The UK Carrot ‘Crisis’: What does this mean for our carrots? November 5, 2018
From the Beast of the East to the scorching Summer heat-wave, 2018 has seen a year of extremely polarised seasons. Whilst the long, hot summer was great news for most of us, British carrot farmers were faced with crops of smaller, thinner carrots after the hot, dry weather prevented the vegetables from growing.
When we made a recent trip to our carrot supplier Alan Bartlett & Sons, based in beautiful East Anglia (above), we spoke with their agronomist, Pete Saunders, to get a better understanding about why this extreme weather has affected the growth of UK carrot crops in particular, and how this will affect the size of carrots that go into our boxes.
“The wet cold weather in the spring meant that seed sowing was delayed, so when the seedlings finally emerged they were at a much younger growth stage to what it typically would be to survive the summer heat. Although we saw some of the seeds germinating straight away, others really struggled to come up. When you have this staggered germination, you often see bigger plants that can get their roots down taking up all the water which means that smaller plants really struggle to grow”.
Because carrots are a temperature crop, they won’t grow when temperatures are above 25 degrees centigrade. According to Pete, the seeds have an inbuilt ‘defence mechanism’ so they know not to germinate when the temperatures are too high: “It didn’t matter how much water you were giving the seeds, they were never going to germinate when the soil temperatures were at 50 degrees – 40% of the water we were putting down was just evaporating straight off the soil”.
Despite good seed bed preparation, seed drilling depth and irrigation management, emerging seedlings burnt as they reached the soil surface. In some situations, the heat was killing the seed before it even started germination, and at other sites, seeds were germinating but the heat was drying up the soil before irrigations could be applied. Despite drilling (sowing) the seed as deep as is safely possible, the seeds were killed by excessive temperatures, or triggered into some sort of dormancy and may germinate later in the Autumn.
Toby Barlett commented that the hotter weather also affected other annual plant species like onions and brassicas – “unfortunately, no matter how many contingency plans you put in place as a farmer, there’s not a lot you can do when extreme weather fronts delay the drilling of crops”.
What does this mean for the size of carrots later in the season?
Because of the delays in drilling (sowing the seeds), we’re expecting to see a real variation in sizes throughout the rest of the season, up to May 2019. While the same volume of carrots will be produced, they are likely to be a slightly smaller in size.
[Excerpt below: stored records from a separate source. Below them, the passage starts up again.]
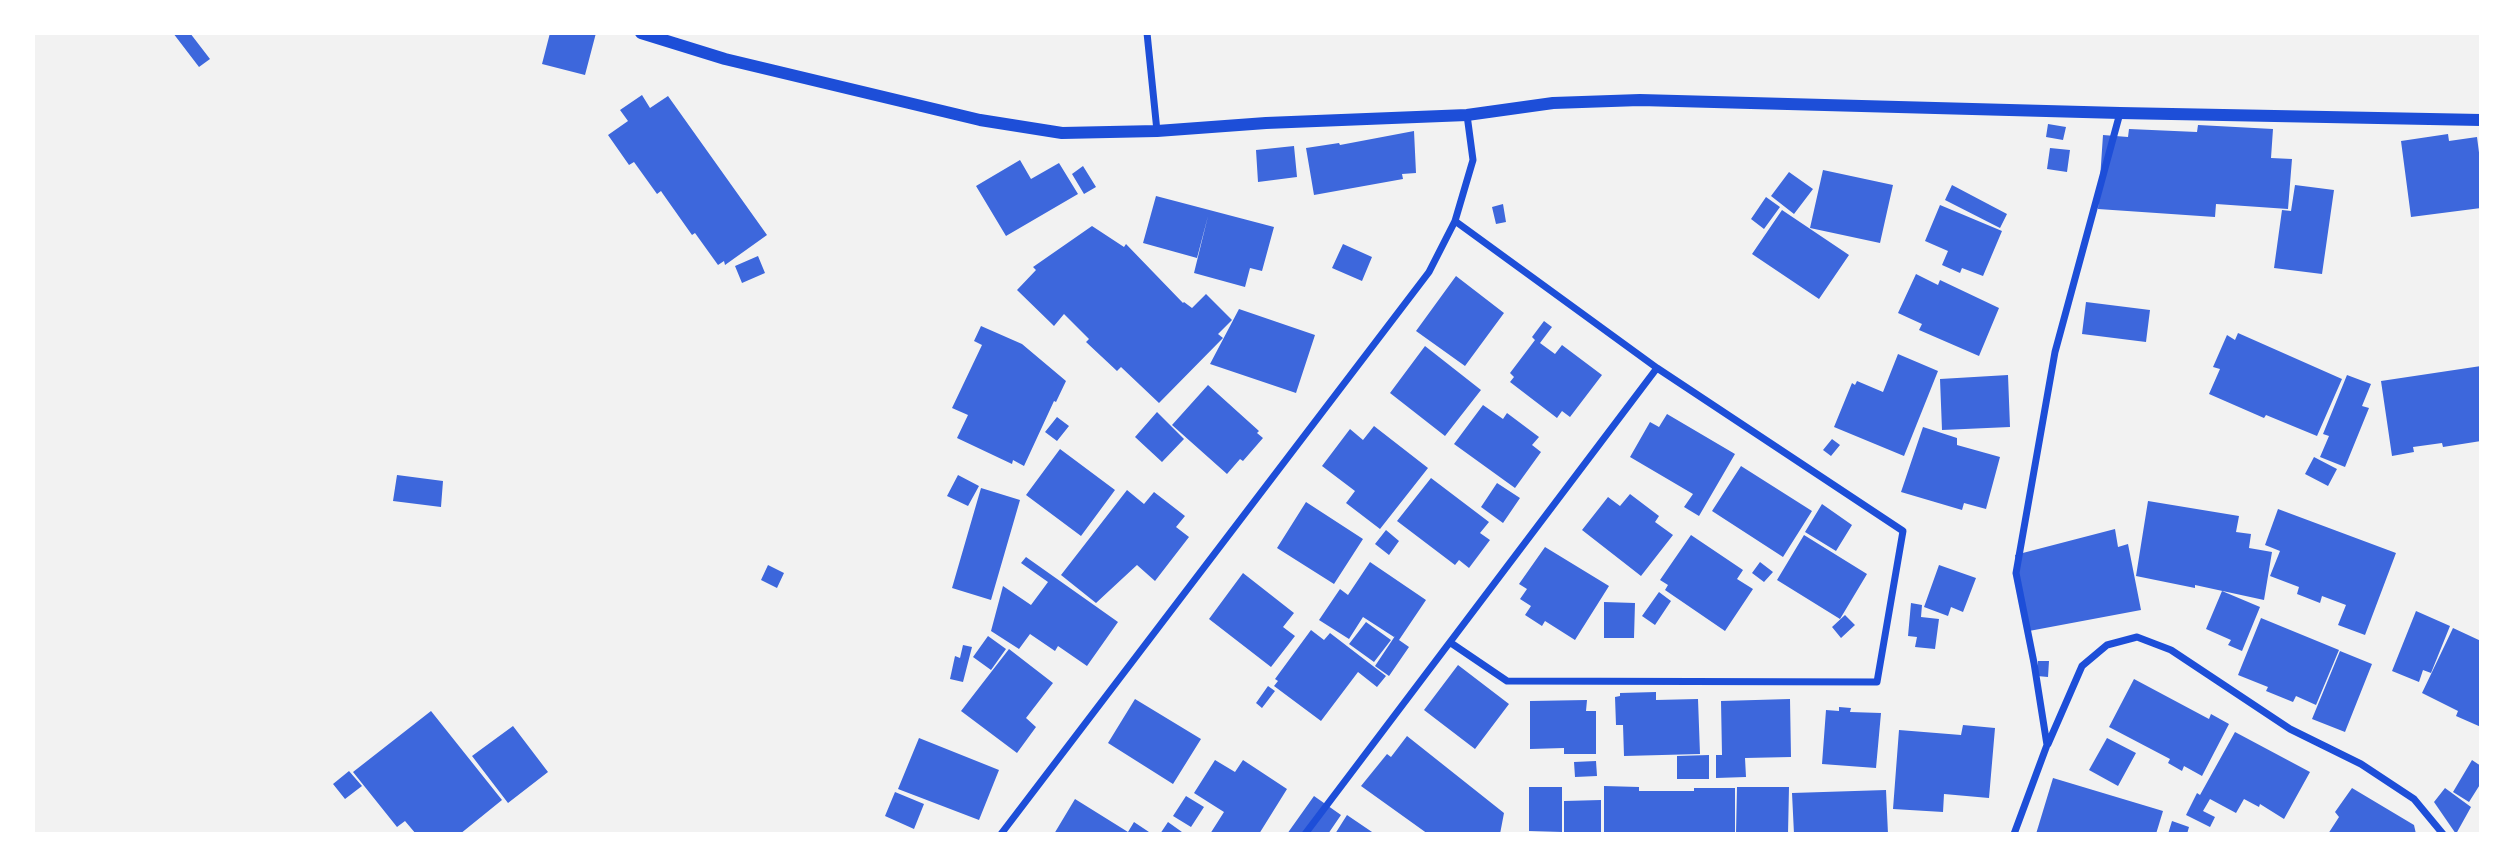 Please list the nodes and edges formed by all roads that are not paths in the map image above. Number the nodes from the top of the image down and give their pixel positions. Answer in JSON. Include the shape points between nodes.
{"nodes":[{"id":1,"x":640,"y":33,"type":"edge"},
{"id":2,"x":1147,"y":33,"type":"edge"},
{"id":3,"x":2120,"y":113,"type":"junction"},
{"id":4,"x":1467,"y":115,"type":"junction"},
{"id":5,"x":2481,"y":120,"type":"edge"},
{"id":6,"x":1157,"y":131,"type":"junction"},
{"id":7,"x":1455,"y":221,"type":"junction"},
{"id":8,"x":1657,"y":369,"type":"junction"},
{"id":9,"x":1451,"y":643,"type":"junction"},
{"id":10,"x":2047,"y":745,"type":"junction"},
{"id":11,"x":1001,"y":834,"type":"edge"},
{"id":12,"x":1305,"y":834,"type":"edge"},
{"id":13,"x":2014,"y":834,"type":"edge"},
{"id":14,"x":2443,"y":834,"type":"edge"}],
"edges":[{"from":1,"to":6,"type":"street","via":[[725,59],[980,120],[1062,132]]},
{"from":2,"to":6,"type":"street"},
{"from":3,"to":4,"type":"street","via":[[1640,100],[1553,103]]},
{"from":3,"to":5,"type":"street"},
{"from":3,"to":10,"type":"street","via":[[2055,352],[2016,573]]},
{"from":4,"to":6,"type":"street"},
{"from":4,"to":7,"type":"street","via":[[1472,160]]},
{"from":7,"to":8,"type":"street"},
{"from":7,"to":11,"type":"street","via":[[1429,272]]},
{"from":8,"to":9,"type":"street"},
{"from":8,"to":9,"type":"street","via":[[1903,531],[1877,682],[1507,681]]},
{"from":9,"to":12,"type":"street"},
{"from":10,"to":13,"type":"street"},
{"from":10,"to":14,"type":"street","via":[[2082,666],[2107,645],[2137,637],[2171,650],[2290,729],[2361,764],[2414,799]]}]} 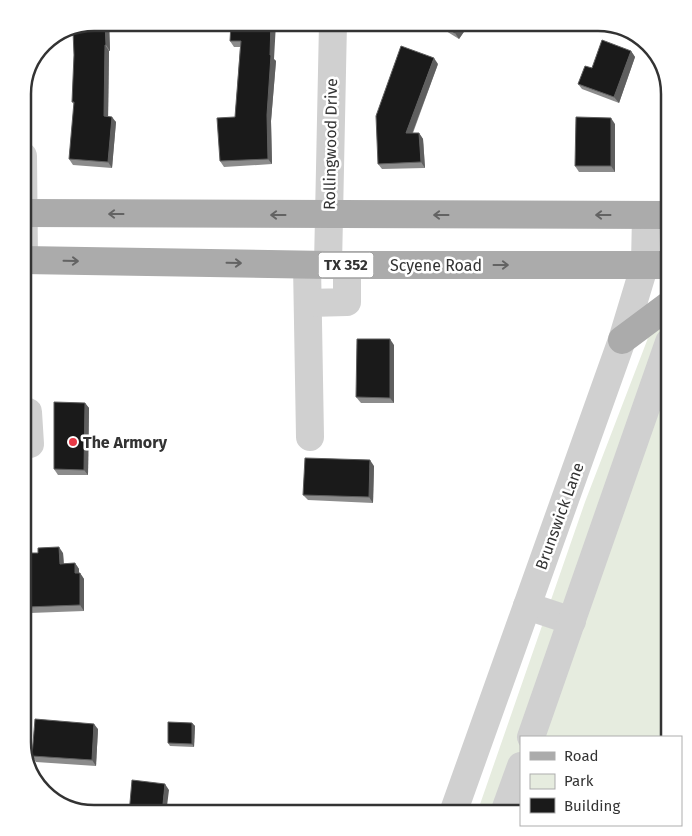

Although all our Carrots are graded by crown size, the length may vary from short to long.
What are Bartletts doing to minimise the impact of extreme weather in the future?
- The impact of heat on soil can be reduced by sowing seeds earlier so the crop leaves create shade on the soil, so we will be aiming to try and get more crop drilled earlier. Stoney sand soils get hotter quicker so we will aim to get these established before the hot early summer.
- We are talking with the breeders to see if longer term they can look at the genetics of the European carrot. Carrots are grown all over the world and in some parts, such as the Middle East, the varieties are bred to perform in much warmer climates.
- We will experiment with selecting larger seed that can be drilled deeper into the cooler soil, away from the hot surface.
- If hotter early summers become the norm in future, our later sown carrot seed can be grown on farms along the North Norfolk coast where the huge block of cool Sea keeps the land 3 or 4 Centigrade cooler than inland East Anglia.